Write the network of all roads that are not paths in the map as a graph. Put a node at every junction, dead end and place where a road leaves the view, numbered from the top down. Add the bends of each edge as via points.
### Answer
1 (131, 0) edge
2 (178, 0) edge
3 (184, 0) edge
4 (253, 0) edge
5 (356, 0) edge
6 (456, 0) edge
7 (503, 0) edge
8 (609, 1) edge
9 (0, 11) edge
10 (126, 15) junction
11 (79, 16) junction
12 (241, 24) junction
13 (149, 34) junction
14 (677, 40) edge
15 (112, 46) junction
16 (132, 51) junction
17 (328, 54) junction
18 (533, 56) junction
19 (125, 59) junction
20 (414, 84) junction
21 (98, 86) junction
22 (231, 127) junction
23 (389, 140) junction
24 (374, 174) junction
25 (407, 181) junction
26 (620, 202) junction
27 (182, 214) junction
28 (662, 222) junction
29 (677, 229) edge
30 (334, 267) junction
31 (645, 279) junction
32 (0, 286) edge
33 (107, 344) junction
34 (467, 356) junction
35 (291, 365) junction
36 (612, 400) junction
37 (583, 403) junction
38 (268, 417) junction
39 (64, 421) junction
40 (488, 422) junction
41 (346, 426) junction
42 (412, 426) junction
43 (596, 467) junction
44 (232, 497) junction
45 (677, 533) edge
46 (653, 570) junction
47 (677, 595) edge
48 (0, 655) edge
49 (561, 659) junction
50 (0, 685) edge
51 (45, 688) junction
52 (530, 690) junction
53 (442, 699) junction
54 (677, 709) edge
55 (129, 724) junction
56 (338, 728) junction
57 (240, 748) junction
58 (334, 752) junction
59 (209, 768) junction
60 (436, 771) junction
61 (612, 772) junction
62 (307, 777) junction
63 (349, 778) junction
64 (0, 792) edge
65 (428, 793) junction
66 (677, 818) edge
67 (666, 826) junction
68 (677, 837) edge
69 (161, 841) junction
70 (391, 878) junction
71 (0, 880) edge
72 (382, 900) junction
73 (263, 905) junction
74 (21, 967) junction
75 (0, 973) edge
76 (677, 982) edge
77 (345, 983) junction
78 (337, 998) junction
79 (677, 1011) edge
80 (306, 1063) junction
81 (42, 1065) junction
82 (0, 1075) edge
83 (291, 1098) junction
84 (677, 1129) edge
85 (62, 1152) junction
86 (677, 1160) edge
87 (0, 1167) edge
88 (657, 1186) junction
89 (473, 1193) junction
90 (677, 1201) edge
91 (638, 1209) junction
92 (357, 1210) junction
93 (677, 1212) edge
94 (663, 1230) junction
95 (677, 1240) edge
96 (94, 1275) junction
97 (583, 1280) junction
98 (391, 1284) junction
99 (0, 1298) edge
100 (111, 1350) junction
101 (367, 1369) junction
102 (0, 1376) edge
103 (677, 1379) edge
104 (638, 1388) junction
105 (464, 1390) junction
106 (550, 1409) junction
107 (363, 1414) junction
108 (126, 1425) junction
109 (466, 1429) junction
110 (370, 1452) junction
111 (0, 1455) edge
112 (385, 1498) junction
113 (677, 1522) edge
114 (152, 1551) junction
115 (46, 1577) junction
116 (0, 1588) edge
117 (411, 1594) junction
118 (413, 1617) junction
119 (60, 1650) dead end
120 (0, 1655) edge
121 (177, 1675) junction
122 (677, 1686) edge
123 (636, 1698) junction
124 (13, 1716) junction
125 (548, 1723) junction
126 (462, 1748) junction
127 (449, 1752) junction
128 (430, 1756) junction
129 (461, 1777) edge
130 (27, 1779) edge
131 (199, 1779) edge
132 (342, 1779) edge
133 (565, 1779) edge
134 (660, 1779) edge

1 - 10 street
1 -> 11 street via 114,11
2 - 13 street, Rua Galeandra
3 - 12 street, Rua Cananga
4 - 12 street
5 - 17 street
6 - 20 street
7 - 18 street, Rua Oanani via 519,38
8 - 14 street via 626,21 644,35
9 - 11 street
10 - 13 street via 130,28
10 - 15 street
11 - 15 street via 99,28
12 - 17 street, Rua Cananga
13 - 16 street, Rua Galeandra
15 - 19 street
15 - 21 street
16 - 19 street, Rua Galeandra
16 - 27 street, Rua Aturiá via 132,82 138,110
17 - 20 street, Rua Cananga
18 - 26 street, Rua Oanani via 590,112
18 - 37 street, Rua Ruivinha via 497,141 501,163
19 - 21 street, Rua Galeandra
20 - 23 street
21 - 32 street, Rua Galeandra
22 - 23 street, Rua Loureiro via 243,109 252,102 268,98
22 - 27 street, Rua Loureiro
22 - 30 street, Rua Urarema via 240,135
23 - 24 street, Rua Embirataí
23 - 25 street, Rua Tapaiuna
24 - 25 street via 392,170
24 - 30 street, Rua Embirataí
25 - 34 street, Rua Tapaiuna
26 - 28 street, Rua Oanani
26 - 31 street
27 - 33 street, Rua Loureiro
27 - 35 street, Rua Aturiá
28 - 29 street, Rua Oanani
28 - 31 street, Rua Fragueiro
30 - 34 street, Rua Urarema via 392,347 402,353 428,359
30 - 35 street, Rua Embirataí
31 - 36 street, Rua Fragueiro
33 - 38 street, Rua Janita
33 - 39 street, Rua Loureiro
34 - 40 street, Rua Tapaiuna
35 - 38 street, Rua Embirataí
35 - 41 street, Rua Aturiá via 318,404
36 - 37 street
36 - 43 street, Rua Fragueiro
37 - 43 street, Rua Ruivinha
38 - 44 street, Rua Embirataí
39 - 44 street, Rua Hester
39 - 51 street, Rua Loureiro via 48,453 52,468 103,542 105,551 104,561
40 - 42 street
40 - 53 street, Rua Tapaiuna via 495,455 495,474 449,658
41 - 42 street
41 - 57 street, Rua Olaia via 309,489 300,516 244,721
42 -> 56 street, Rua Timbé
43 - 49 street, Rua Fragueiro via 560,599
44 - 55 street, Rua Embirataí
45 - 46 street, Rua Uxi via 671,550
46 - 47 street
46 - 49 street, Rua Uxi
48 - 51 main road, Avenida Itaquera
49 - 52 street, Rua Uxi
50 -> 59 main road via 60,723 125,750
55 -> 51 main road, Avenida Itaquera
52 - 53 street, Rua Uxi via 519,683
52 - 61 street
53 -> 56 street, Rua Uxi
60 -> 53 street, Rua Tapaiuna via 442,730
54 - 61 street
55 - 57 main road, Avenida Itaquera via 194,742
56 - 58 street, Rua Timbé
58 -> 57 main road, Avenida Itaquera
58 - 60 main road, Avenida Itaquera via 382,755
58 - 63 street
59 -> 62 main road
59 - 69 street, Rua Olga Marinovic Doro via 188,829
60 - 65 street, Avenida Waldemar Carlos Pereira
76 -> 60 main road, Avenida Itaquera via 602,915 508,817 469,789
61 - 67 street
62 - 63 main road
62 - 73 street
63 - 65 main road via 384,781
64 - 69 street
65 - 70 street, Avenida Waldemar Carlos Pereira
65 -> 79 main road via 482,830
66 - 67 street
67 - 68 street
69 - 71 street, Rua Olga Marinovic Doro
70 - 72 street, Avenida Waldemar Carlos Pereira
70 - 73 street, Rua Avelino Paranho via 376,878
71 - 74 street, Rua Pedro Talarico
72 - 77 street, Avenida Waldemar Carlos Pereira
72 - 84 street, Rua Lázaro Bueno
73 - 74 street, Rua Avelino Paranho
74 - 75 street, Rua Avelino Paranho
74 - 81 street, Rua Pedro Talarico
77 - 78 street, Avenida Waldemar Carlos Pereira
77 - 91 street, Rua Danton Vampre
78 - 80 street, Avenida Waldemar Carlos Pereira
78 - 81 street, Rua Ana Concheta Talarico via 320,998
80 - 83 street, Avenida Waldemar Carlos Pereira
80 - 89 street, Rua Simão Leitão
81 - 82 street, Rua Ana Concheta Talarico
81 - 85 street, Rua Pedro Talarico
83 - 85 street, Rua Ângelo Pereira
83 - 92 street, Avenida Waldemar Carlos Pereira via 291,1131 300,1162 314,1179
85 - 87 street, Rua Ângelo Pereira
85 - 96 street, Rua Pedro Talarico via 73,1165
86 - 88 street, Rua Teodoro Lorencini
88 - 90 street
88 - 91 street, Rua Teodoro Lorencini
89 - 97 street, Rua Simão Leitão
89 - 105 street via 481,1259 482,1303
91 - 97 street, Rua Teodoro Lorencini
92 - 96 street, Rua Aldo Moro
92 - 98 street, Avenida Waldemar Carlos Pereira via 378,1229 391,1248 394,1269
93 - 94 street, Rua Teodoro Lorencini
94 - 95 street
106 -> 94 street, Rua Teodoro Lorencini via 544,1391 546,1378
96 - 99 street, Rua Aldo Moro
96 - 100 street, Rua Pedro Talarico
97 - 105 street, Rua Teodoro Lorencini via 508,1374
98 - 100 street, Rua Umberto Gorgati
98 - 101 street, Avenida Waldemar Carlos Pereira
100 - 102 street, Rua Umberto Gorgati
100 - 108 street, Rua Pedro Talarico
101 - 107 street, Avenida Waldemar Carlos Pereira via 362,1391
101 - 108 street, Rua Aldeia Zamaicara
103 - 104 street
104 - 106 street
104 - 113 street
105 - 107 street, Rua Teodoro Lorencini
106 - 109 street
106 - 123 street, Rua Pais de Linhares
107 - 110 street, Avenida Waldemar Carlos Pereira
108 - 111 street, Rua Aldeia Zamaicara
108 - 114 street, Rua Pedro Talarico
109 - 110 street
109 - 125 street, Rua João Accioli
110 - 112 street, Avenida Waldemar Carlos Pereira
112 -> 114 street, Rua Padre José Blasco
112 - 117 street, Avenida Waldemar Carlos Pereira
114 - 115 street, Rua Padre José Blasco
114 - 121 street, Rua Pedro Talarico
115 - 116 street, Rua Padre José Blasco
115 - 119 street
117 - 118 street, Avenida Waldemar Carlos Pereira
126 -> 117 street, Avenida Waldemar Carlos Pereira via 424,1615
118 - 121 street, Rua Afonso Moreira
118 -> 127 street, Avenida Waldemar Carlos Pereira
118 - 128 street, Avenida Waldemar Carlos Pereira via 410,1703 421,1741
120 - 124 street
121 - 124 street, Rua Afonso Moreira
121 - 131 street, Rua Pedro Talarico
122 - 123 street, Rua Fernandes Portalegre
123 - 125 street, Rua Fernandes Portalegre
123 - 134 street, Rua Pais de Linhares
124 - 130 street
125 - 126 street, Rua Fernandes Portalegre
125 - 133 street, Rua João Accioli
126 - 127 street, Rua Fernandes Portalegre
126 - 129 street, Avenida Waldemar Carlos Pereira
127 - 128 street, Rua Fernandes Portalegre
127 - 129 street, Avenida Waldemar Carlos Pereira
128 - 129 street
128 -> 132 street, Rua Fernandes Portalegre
* * *
### Exercise
Reproduce each line of the records in which "Olga" appears.

### Task solution
59 - 69 street, Rua Olga Marinovic Doro via 188,829
69 - 71 street, Rua Olga Marinovic Doro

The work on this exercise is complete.